MedSAM as External Validation: Using downstream segmentation metrics (Dice/IoU) to evaluate reconstruction provides a better measure of clinical "correctness" than pixel-level PSNR/SSIM alone.

Limitations & Future Work¶

The framework is relatively complex (DPN+MDC+DBS with multiple \(\lambda\) hyperparameters), leading to high tuning costs.
⚠️ While the paper mentions \(L=64\) levels and \(K=32\) candidates, the actual VRAM/batch parallelization overhead for such a large scale is not fully detailed in the main text.
Evaluation is limited to 1D uniform sampling on fastMRI knee/brain; generalization to 2D/radial sampling or other anatomical modalities is not verified.
Candidate diversity relies on \(1\times1\) projections; whether this truly covers fundamentally different anatomical interpretations or just small perturbations remains to be analyzed.

vs.

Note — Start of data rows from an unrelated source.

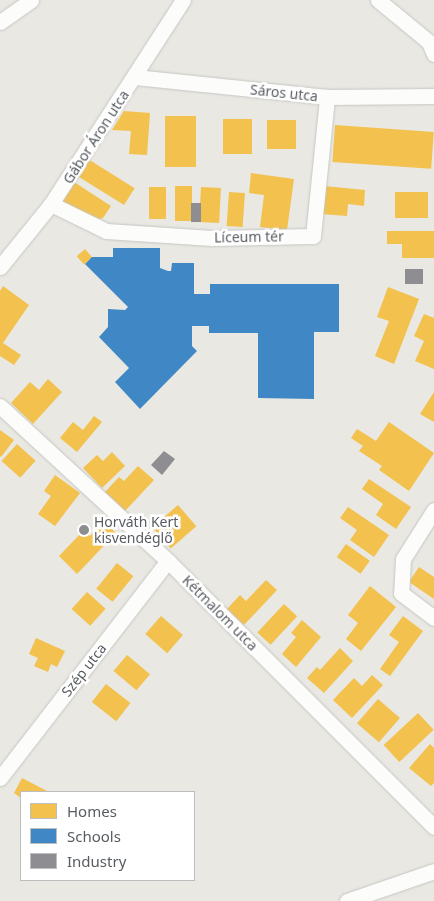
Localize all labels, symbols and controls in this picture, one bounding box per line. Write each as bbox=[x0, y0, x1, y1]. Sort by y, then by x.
street label: Sáros utca bbox=[249, 81, 319, 105]
street label: Gábor Áron utca bbox=[60, 87, 132, 187]
street label: Líceum tér bbox=[214, 228, 284, 246]
place label: Horváth Kert kisvendéglő bbox=[94, 514, 178, 546]
marker: Horváth Kert kisvendéglő bbox=[78, 524, 90, 536]
street label: Kétmalom utca bbox=[179, 572, 261, 654]
street label: Szép utca bbox=[58, 640, 110, 700]
legend bbox=[20, 791, 195, 881]
text: Homes bbox=[67, 801, 117, 821]
text: Schools bbox=[67, 826, 121, 846]
text: Industry bbox=[67, 851, 126, 871]

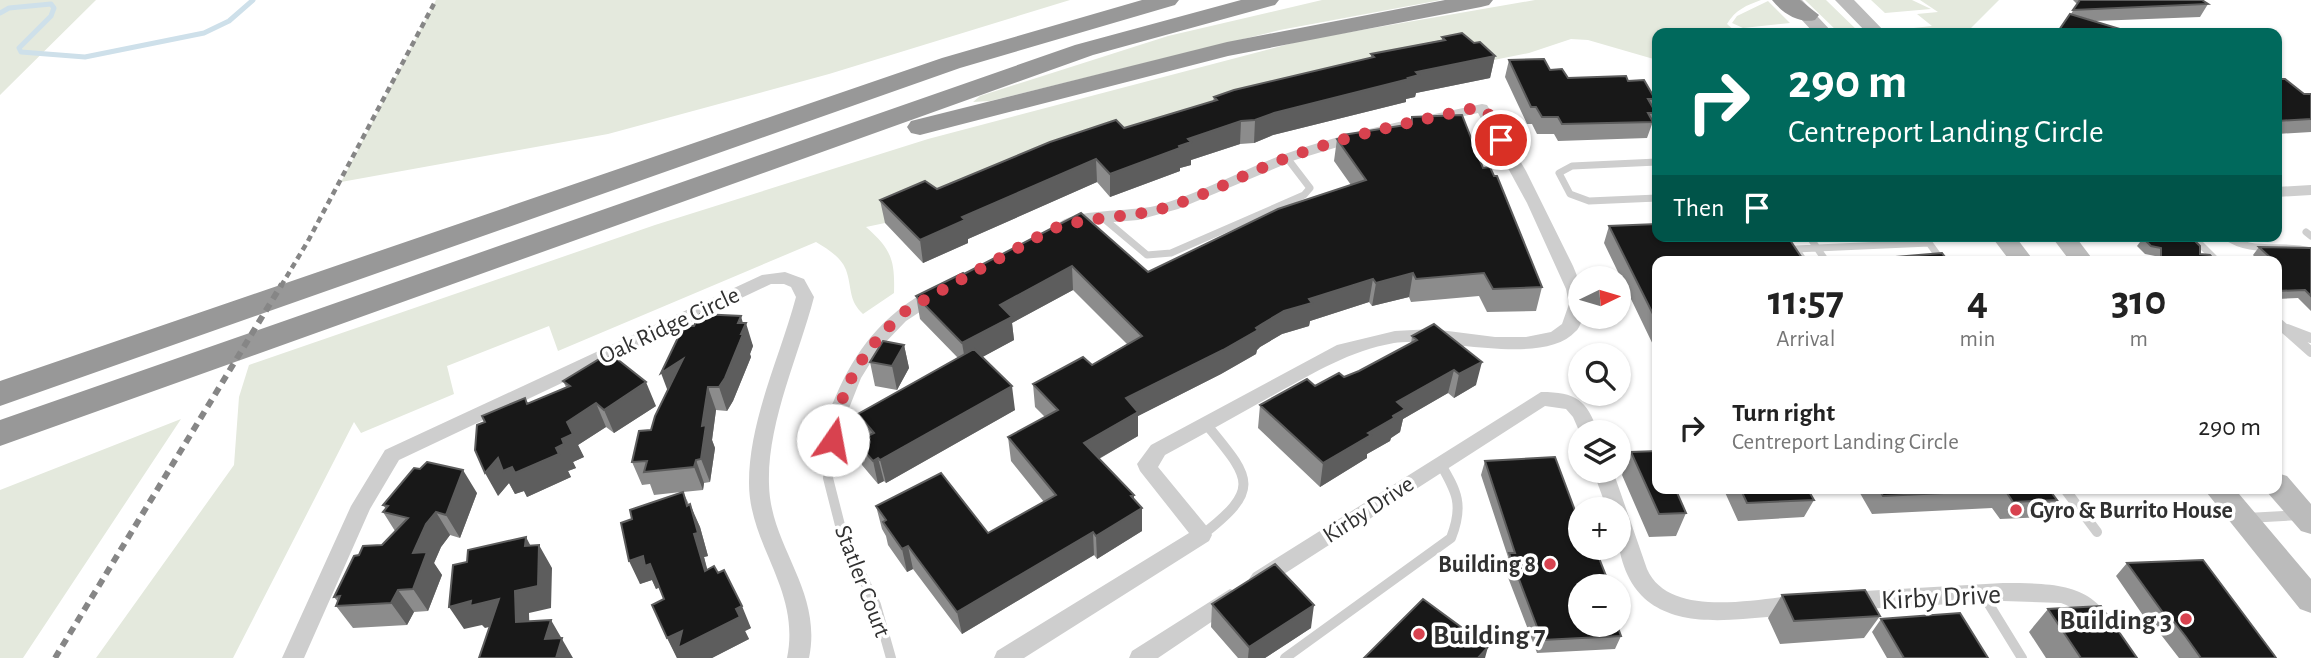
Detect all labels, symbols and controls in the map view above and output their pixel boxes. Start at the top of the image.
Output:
icon: right [1673,56,1764,147]
text: 290 m [1788,58,1907,107]
pin [1471,110,1531,170]
text: Centreport Landing Circle [1788,116,2104,148]
icon: arrive [1482,121,1520,159]
icon: arrive [1738,189,1776,227]
text: Then [1673,195,1724,221]
north arrow [1568,266,1631,329]
map controls [1568,266,1631,637]
text: 11:57 [1768,280,1844,322]
text: 4 [1967,280,1988,322]
text: 310 [2111,280,2166,322]
street label: Oak Ridge Circle [596,283,743,369]
text: Arrival [1776,328,1835,351]
text: min [1960,328,1995,351]
text: m [2130,328,2148,351]
button: search [1568,343,1631,406]
text: Turn right [1732,400,1835,426]
position arrow [796,403,870,477]
icon: right [1673,409,1711,447]
text: 290 m [2198,414,2261,440]
button: layers [1568,420,1631,483]
text: Centreport Landing Circle [1732,431,1959,454]
street label: Kirby Drive [1319,472,1418,548]
button: + [1568,497,1631,560]
place label: Gyro & Burrito House [2030,499,2233,523]
marker: Gyro & Burrito House [2008,502,2024,518]
street label: Statler Court [830,522,894,641]
place label: Building 8 [1438,553,1536,577]
marker: Building 8 [1542,556,1558,572]
button: − [1568,574,1631,637]
street label: Kirby Drive [1880,581,2002,615]
place label: Building 3 [2059,607,2172,635]
marker: Building 3 [2178,611,2194,627]
place label: Building 7 [1433,622,1546,650]
marker: Building 7 [1411,626,1427,642]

Continuous Diffusion (VE-SDE / SelfRDB): These evolve a single hypothesis along a smooth manifold, often over-smoothing boundaries; DiCoS uses multi-hypothesis discrete generation for sharper edges and faster inference.
vs. Pure Discrete Priors (DDN): DDN is very fast (2.07s) but lacks fidelity in heavy undersampling; DiCoS adds continuous score refinement and hard projection to significantly improve quality with manageable latency.
vs. Discrete Codebook Methods (VQ-VAE / MaskGIT): While those use codebooks for sharp structures in generation, DiCoS explicitly introduces "discrete hypothesis enumeration" into the MRI inverse problem with physical measurement constraints.

Rating¶

Novelty: ⭐⭐⭐⭐⭐ First to explicitly model discrete distribution for MRI reconstruction, shifting the paradigm to "multi-hypothesis discrete generation + micro-refinement."
Experimental Thoroughness: ⭐⭐⭐⭐ Extensive datasets, baselines, and MedSAM evaluation, though sampling patterns are somewhat limited.
Writing Quality: ⭐⭐⭐⭐ Strong motivation with clustering analysis, though some hyperparameter scales (\(L\) vs. \(K\)) are slightly ambiguous.
Value: ⭐⭐⭐⭐⭐ SOTA quality combined with significant speedup has high clinical potential for accelerated MRI.